Collected data entries:
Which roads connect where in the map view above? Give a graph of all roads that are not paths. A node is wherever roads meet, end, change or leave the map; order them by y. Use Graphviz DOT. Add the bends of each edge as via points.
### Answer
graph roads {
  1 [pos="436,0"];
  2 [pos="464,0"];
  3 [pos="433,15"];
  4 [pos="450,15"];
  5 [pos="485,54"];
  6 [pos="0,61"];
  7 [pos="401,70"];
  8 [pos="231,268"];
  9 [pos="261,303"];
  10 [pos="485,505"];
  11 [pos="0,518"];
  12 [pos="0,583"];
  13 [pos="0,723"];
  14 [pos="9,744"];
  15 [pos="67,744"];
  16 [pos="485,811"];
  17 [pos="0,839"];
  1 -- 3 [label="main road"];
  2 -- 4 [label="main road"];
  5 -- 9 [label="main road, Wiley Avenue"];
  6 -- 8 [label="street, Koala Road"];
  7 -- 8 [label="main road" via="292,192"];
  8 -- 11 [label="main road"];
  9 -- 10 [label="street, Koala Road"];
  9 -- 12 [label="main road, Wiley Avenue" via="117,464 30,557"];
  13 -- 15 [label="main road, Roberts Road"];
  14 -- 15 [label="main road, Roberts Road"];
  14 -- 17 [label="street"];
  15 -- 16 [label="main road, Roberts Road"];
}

What you have to do — Give each entry again, spelled exactly as shown.

Solution for this exercise —
Which roads connect where in the map view above? Give a graph of all roads that are not paths. A node is wherever roads meet, end, change or leave the map; order them by y. Use Graphviz DOT. Add the bends of each edge as via points.
### Answer
graph roads {
  1 [pos="436,0"];
  2 [pos="464,0"];
  3 [pos="433,15"];
  4 [pos="450,15"];
  5 [pos="485,54"];
  6 [pos="0,61"];
  7 [pos="401,70"];
  8 [pos="231,268"];
  9 [pos="261,303"];
  10 [pos="485,505"];
  11 [pos="0,518"];
  12 [pos="0,583"];
  13 [pos="0,723"];
  14 [pos="9,744"];
  15 [pos="67,744"];
  16 [pos="485,811"];
  17 [pos="0,839"];
  1 -- 3 [label="main road"];
  2 -- 4 [label="main road"];
  5 -- 9 [label="main road, Wiley Avenue"];
  6 -- 8 [label="street, Koala Road"];
  7 -- 8 [label="main road" via="292,192"];
  8 -- 11 [label="main road"];
  9 -- 10 [label="street, Koala Road"];
  9 -- 12 [label="main road, Wiley Avenue" via="117,464 30,557"];
  13 -- 15 [label="main road, Roberts Road"];
  14 -- 15 [label="main road, Roberts Road"];
  14 -- 17 [label="street"];
  15 -- 16 [label="main road, Roberts Road"];
}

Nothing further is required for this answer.